Segment Open
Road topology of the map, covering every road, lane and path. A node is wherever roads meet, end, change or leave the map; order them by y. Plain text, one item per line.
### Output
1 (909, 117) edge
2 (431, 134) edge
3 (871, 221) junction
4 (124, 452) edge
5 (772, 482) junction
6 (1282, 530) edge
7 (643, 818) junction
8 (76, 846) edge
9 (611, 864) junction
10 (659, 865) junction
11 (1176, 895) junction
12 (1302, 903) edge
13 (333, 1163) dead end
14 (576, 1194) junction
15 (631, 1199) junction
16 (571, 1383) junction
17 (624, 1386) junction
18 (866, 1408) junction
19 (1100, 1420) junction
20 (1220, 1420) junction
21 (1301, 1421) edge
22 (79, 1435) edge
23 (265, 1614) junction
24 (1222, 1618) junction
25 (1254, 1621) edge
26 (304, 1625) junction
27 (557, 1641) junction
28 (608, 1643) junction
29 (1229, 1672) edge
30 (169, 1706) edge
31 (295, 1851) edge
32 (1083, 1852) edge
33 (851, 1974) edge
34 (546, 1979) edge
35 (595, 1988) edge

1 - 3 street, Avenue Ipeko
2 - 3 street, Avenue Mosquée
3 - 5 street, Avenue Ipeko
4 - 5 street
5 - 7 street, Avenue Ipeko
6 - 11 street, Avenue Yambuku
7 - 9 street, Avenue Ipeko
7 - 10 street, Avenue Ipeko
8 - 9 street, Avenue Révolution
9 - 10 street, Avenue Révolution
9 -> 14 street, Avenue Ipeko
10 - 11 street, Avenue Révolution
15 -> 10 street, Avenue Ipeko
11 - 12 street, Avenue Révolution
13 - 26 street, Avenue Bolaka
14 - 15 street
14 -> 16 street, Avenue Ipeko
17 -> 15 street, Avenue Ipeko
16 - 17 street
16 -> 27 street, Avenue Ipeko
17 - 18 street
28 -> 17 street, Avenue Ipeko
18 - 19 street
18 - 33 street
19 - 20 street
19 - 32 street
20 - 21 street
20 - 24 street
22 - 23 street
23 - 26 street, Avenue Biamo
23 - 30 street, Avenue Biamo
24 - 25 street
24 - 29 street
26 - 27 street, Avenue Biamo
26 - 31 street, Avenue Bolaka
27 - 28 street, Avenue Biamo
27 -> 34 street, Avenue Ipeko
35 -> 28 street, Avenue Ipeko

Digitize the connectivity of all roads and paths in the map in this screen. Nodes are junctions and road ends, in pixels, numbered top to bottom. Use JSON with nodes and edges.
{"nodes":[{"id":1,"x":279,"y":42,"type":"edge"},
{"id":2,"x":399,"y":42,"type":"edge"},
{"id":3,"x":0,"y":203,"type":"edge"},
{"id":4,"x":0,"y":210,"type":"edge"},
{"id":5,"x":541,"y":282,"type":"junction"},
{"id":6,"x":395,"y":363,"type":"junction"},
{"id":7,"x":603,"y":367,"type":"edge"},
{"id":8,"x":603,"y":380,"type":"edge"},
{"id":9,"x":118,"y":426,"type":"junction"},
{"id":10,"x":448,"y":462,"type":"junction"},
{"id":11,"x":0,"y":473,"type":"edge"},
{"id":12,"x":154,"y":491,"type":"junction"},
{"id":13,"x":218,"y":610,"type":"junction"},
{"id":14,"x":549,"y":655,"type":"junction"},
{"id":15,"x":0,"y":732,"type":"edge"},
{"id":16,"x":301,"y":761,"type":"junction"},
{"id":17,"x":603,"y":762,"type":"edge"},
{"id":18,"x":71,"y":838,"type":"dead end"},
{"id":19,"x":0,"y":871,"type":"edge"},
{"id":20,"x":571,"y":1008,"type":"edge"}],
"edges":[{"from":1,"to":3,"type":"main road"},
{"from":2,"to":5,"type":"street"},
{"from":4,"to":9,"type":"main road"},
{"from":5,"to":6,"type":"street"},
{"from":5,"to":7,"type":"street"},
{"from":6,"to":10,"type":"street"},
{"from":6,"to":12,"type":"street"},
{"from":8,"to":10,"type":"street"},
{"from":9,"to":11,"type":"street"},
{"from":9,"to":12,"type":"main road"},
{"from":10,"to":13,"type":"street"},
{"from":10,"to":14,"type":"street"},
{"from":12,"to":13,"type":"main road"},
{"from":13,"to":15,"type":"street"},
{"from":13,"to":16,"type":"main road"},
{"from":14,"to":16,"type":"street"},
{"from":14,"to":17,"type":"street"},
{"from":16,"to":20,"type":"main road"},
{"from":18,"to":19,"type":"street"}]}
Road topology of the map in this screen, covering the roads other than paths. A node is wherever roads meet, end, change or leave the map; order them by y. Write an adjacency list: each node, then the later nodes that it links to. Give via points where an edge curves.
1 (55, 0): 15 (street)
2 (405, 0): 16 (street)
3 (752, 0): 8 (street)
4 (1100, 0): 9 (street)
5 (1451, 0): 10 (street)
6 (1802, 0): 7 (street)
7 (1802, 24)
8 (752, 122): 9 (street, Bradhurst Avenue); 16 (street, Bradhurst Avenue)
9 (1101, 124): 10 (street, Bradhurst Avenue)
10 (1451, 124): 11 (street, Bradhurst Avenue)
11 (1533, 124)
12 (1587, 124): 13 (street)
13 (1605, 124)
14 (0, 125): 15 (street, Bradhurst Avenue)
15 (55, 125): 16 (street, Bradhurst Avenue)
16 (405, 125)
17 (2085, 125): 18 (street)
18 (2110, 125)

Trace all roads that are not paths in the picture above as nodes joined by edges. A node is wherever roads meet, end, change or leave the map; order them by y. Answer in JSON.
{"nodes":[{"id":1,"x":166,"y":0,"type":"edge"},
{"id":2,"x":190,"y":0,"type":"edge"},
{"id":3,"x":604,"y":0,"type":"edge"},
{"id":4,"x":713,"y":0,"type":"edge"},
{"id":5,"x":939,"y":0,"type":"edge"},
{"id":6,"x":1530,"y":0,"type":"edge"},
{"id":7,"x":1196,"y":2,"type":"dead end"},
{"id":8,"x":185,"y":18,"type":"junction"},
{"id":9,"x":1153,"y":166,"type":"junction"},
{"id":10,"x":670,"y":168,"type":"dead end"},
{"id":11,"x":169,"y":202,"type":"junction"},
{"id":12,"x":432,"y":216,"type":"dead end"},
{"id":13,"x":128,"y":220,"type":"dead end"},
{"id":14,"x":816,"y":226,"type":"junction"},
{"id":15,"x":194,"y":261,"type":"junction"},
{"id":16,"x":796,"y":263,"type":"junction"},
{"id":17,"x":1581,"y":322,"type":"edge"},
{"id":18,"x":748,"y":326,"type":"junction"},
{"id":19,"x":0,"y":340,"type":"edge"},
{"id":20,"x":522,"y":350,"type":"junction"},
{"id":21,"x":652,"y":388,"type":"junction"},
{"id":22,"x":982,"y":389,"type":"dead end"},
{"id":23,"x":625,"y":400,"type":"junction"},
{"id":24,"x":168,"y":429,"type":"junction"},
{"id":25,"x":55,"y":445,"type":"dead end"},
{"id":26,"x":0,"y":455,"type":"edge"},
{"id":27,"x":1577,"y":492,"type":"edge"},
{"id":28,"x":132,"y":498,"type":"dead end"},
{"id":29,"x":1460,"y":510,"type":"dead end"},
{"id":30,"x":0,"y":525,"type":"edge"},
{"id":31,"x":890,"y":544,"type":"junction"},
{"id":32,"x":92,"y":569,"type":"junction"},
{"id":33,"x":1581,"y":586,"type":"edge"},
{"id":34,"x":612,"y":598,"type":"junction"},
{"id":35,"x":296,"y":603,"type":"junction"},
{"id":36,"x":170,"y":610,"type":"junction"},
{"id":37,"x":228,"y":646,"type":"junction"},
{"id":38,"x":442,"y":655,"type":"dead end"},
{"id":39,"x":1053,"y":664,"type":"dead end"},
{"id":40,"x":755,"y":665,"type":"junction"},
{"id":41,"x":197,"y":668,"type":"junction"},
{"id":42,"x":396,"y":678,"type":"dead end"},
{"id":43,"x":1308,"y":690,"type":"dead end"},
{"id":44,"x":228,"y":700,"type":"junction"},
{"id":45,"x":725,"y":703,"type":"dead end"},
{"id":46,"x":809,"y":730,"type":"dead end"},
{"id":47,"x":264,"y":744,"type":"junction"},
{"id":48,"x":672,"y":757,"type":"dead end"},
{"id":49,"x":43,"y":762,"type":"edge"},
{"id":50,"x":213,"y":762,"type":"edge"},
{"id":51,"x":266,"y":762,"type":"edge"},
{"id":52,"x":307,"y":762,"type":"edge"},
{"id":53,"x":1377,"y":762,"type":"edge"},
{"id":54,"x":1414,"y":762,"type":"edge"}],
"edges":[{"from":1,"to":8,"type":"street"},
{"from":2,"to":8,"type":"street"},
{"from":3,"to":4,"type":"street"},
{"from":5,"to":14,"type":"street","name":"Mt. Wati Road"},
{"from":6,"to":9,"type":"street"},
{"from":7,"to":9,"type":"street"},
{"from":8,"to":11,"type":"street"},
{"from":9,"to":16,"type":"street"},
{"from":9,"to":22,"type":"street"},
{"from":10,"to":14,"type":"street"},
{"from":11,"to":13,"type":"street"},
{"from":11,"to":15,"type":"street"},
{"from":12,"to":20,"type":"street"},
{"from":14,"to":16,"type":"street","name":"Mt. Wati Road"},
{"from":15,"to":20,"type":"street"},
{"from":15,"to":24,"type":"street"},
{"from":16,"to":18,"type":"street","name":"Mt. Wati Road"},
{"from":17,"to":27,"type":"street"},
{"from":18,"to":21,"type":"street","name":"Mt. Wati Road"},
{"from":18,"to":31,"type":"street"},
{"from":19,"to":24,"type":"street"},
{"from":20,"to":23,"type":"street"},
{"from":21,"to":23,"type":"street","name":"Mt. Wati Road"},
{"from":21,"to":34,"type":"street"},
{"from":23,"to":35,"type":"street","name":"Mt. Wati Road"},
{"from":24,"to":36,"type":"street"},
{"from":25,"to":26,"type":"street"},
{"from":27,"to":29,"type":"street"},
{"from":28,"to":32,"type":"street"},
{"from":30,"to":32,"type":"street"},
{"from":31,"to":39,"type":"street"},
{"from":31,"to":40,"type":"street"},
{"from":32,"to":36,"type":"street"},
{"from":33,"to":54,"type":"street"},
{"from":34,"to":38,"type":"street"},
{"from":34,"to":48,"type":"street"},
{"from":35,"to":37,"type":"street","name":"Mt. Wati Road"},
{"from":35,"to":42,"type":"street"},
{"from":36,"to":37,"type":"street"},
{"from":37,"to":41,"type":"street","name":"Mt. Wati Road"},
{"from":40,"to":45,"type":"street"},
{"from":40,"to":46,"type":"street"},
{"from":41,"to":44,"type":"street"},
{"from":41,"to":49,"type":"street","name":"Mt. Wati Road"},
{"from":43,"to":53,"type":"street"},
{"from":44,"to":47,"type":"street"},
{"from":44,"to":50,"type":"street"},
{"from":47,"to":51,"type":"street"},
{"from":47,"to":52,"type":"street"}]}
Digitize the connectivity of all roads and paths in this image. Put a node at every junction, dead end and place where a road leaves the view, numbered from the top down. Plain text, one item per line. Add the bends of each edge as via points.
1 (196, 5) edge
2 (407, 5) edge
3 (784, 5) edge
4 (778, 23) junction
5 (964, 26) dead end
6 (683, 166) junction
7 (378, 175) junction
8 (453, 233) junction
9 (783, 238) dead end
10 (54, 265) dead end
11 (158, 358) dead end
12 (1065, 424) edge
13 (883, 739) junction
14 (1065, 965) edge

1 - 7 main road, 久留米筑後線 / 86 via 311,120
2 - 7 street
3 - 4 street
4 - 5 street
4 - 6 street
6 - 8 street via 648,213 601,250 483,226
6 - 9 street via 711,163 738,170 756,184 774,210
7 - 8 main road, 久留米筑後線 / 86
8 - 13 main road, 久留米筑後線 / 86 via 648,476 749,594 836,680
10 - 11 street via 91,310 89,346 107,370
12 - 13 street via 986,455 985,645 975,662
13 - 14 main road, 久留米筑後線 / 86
Segment Closed
_Aim of the exercise_
Please find every line in the records above that holds the word "Bolaka" and copy it.

_Completed exercise_
13 - 26 street, Avenue Bolaka
26 - 31 street, Avenue Bolaka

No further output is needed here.